Overall healthy ingredient profile
All of the ingredients in our grape frappe recipe are healthy! Can you believe it?! Grapes contain resveratrol, a phytochemical (a chemical that occurs naturally in plants) also found in red wine and peanuts and thought to be a preventive against cancer and heart disease. Grapes also contain ellagic acid, a chemopreventive substance that reduces glucose levels and is used to treat viral and bacterial infections. The frozen strawberries in this recipe add ellagic acid and vitamin C as well. Ginger is well known for combating nausea but also has lesser known cancer prevention properties and contributes to many remedies. Limes contain vitamin C and flavonol glycosides that have anticancer, antioxidant, and antibiotic properties. Mint leaves have calcium, phosphorous, vitamin C, D, E, small amounts of vitamin B complex, and are packed with antioxidants and phytonutrients. Mint has a potent phytochemical, perillyl alcohol, that is being investigated for cancer prevention.
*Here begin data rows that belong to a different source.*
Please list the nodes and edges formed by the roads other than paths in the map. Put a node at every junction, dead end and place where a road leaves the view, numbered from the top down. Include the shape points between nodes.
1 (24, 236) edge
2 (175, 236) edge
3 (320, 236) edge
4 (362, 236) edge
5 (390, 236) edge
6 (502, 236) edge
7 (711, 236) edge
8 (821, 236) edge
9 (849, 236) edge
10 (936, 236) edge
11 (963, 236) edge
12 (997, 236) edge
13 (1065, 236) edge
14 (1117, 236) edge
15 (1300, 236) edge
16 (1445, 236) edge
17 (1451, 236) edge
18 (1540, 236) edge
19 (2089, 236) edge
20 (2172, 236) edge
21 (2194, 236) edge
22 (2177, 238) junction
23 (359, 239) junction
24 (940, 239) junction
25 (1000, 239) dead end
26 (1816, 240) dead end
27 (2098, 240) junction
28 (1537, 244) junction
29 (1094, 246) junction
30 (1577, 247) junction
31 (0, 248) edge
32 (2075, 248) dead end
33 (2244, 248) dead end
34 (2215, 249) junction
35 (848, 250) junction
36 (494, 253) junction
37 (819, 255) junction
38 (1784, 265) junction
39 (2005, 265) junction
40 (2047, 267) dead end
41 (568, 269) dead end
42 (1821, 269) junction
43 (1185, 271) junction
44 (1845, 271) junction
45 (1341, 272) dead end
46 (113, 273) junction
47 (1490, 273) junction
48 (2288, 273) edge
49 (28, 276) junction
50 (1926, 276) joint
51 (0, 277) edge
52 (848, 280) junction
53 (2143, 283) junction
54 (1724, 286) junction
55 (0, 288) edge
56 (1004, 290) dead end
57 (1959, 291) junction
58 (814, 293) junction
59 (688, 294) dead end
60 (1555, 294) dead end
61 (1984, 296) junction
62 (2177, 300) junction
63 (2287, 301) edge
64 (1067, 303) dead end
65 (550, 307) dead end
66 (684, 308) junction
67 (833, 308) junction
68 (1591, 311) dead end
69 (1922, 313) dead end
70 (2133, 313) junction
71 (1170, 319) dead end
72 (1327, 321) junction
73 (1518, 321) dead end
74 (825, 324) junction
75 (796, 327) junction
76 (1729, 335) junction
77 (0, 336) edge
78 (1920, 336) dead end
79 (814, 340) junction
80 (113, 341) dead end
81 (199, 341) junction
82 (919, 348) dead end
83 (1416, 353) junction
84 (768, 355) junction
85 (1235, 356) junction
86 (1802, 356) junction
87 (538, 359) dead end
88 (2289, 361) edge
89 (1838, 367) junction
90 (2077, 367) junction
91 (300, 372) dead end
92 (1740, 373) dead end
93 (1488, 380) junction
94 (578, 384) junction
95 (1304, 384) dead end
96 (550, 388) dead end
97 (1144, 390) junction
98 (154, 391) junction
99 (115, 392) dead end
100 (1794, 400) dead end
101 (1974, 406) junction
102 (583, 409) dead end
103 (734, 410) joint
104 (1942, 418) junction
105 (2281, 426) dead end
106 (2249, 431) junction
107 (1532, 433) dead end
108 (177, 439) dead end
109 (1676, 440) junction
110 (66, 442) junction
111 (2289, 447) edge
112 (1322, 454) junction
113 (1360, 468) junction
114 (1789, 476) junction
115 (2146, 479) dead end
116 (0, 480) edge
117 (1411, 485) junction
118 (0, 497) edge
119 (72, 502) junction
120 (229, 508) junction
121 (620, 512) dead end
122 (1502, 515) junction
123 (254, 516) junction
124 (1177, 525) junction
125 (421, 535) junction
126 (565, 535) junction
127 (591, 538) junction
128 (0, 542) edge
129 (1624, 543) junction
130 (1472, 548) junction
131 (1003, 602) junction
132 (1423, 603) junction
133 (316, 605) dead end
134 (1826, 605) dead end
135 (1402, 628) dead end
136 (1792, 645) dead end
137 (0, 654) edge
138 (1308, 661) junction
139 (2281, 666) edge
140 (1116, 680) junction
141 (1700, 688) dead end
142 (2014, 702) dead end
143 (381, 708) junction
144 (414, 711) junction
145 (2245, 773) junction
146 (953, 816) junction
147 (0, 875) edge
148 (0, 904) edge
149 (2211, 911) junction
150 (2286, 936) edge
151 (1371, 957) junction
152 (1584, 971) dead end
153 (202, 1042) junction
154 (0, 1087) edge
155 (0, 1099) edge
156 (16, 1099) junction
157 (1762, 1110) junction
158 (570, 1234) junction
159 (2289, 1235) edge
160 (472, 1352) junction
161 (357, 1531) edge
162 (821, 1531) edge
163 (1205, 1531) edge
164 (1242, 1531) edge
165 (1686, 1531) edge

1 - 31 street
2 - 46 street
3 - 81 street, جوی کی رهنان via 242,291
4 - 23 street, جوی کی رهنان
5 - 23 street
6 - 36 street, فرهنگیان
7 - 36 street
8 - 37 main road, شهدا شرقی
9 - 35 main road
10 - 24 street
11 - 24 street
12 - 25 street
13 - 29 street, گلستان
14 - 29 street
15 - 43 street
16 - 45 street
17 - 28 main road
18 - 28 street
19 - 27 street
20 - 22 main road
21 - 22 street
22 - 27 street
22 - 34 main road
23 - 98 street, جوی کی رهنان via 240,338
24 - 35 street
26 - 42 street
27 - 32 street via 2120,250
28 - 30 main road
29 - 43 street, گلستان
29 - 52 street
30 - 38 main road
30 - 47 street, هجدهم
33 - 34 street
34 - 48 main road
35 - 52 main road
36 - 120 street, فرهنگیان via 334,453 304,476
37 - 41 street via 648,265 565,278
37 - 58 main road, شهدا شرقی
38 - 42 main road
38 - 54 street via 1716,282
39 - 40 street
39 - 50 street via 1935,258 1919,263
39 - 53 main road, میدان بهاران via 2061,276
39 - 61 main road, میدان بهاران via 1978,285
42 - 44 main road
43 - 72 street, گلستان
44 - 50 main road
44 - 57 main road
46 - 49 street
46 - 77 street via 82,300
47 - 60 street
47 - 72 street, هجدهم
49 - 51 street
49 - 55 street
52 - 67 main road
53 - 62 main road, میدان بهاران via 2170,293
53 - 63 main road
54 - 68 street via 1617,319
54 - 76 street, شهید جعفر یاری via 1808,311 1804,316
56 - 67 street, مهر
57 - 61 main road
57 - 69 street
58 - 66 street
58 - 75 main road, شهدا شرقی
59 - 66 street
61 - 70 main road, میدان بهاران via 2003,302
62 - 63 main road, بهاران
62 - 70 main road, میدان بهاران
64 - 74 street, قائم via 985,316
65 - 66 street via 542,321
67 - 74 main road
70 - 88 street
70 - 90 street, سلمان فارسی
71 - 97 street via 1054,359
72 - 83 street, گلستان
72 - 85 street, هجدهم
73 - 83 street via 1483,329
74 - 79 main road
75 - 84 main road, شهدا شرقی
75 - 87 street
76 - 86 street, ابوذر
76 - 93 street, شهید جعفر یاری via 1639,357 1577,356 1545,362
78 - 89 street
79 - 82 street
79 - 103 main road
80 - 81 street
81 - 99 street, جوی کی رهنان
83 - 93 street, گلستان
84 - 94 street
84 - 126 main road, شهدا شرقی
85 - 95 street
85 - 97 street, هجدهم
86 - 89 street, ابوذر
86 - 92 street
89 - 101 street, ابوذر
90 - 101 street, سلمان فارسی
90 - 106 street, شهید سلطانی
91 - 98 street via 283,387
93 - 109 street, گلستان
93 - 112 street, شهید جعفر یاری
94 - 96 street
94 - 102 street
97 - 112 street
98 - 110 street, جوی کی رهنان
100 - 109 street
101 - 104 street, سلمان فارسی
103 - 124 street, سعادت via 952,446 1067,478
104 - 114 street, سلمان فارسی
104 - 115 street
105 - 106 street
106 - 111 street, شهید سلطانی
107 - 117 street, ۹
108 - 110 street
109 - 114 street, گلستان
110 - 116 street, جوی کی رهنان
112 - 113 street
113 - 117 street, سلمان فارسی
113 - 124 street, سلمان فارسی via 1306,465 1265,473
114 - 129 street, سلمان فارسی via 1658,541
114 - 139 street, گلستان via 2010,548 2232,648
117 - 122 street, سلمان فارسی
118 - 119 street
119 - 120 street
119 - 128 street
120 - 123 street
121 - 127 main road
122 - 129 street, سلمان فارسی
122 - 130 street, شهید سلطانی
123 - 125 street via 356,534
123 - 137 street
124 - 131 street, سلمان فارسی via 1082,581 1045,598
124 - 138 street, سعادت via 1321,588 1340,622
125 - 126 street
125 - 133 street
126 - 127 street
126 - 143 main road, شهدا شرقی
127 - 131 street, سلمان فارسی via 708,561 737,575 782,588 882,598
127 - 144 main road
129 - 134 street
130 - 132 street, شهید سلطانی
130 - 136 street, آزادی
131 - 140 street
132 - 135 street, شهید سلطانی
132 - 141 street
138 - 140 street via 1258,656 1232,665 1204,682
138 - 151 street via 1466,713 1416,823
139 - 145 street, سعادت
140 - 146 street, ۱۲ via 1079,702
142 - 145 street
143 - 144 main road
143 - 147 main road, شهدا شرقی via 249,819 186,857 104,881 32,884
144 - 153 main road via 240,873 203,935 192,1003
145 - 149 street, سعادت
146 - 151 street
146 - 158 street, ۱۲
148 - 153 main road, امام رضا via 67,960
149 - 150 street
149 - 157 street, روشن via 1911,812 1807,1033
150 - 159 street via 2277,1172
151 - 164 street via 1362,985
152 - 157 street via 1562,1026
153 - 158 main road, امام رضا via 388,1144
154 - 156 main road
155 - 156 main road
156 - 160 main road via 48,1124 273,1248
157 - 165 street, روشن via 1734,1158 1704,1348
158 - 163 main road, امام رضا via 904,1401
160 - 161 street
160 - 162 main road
Evidence for cancer prevention by ellagic acid
The benefits of ellagic acid will be the focus of this post. Ellagic acid prevents the binding of carcinogens to DNA and reduces inflammation, angiogenesis, and drug-resistance processes required for tumor growth and metastasis. In lab tests, ellagic acid caused cancer cells to go through the normal apoptosis process without damaging healthy cells. In plants, ellagic acid is combined with glucose to form ellagitanins; uptake of ellagic acid is higher in cancer cells since they consume about 15 times more glucose than other cells.
Sources of ellagic acid
Ellagic acid is a naturally occurring polyphenolic constituent found in 46 different fruits and nuts. Besides strawberries and grapes, other good sources of ellagic acid are raspberries, blackberries, and walnuts. For an interesting read on the best wild and cultivated sources of food containing ellagic acid see here and for a table showing average amounts in various food see here. It should be noted that although ellagic acid is the bioactive agent that offers protection, it is generally ingested in the form of ellagitannin, produced by plants from ellagic acid and glucose. Ellagitanins are water-soluble compounds that are easier for animals to absorb in their diets.
There isn’t enough reliable information available in humans about ellagic acid to know if it is safe in humans. One animal study in rats showed a decrease in weight but no other signs of toxicity. Small amounts of ellagitannins derived from natural sources may be more effective in our diet than purified ellagic acid.